--- WHAT THE EXERCISE ASKS ---
Your job is to report every line of the entries that has "pixels".

(Saved data entries)
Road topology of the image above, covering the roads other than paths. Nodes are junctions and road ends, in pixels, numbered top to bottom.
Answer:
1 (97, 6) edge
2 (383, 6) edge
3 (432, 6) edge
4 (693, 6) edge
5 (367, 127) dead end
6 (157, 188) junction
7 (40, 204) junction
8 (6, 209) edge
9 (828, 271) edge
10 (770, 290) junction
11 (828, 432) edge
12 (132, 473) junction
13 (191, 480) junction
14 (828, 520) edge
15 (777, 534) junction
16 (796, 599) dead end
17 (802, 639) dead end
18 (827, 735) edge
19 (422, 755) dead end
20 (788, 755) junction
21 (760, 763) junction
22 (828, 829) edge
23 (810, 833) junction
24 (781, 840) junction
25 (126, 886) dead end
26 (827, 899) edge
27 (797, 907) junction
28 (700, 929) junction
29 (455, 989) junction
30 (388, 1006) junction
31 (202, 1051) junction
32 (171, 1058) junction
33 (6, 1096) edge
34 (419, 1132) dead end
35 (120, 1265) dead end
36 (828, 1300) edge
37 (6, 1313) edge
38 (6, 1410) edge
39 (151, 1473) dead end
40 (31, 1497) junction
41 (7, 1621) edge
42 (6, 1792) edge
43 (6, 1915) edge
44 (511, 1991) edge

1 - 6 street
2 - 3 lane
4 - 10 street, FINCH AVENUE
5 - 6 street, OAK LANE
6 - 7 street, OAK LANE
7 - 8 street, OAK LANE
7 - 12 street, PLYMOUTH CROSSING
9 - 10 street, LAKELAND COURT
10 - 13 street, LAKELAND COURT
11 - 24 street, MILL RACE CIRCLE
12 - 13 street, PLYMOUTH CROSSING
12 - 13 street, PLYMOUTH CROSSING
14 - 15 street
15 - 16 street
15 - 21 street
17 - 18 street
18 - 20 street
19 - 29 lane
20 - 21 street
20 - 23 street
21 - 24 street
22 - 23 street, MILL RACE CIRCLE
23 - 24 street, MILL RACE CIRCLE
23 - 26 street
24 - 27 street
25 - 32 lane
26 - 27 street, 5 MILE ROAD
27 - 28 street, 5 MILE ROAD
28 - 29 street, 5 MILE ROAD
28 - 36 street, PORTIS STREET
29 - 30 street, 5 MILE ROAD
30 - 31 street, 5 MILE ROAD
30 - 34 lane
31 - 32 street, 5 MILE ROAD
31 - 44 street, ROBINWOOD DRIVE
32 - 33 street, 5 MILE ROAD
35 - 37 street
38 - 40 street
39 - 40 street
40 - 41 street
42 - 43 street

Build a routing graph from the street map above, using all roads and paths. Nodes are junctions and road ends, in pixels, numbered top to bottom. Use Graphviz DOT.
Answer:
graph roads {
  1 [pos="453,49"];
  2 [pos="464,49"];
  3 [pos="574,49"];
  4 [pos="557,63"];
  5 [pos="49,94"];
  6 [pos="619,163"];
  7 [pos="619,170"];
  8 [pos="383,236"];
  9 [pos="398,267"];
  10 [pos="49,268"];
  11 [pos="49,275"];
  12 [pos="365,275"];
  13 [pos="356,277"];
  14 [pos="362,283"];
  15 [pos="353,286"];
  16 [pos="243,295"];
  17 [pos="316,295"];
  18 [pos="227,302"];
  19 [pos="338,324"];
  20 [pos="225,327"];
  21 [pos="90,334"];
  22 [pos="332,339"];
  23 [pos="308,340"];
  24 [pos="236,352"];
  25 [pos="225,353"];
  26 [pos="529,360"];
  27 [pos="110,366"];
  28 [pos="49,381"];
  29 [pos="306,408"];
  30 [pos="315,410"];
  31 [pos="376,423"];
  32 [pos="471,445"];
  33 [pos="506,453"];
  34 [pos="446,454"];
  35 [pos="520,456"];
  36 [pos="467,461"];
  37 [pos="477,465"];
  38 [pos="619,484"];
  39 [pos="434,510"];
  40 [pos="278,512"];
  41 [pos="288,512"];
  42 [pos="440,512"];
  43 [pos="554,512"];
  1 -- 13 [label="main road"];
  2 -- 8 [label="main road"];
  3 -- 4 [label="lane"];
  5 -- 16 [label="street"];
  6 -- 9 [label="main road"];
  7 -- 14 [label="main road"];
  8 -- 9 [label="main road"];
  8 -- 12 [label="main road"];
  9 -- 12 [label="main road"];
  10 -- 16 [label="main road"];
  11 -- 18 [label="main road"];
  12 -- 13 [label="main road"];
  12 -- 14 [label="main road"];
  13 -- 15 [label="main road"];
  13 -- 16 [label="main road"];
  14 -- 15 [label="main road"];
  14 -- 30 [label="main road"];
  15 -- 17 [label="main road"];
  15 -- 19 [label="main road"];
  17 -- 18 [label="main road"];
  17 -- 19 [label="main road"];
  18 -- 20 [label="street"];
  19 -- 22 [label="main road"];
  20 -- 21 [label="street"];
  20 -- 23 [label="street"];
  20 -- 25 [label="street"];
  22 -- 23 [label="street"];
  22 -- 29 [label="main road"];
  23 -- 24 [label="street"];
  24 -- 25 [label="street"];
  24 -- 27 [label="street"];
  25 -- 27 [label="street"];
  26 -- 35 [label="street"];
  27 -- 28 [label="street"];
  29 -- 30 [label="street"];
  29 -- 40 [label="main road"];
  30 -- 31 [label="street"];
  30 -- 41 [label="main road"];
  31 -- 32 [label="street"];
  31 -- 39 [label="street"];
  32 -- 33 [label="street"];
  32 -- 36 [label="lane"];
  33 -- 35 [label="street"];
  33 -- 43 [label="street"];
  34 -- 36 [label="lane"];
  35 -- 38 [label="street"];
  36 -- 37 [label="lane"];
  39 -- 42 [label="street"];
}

--- RESPONSE TO THE TASK ---
Road topology of the image above, covering the roads other than paths. Nodes are junctions and road ends, in pixels, numbered top to bottom.
Build a routing graph from the street map above, using all roads and paths. Nodes are junctions and road ends, in pixels, numbered top to bottom. Use Graphviz DOT.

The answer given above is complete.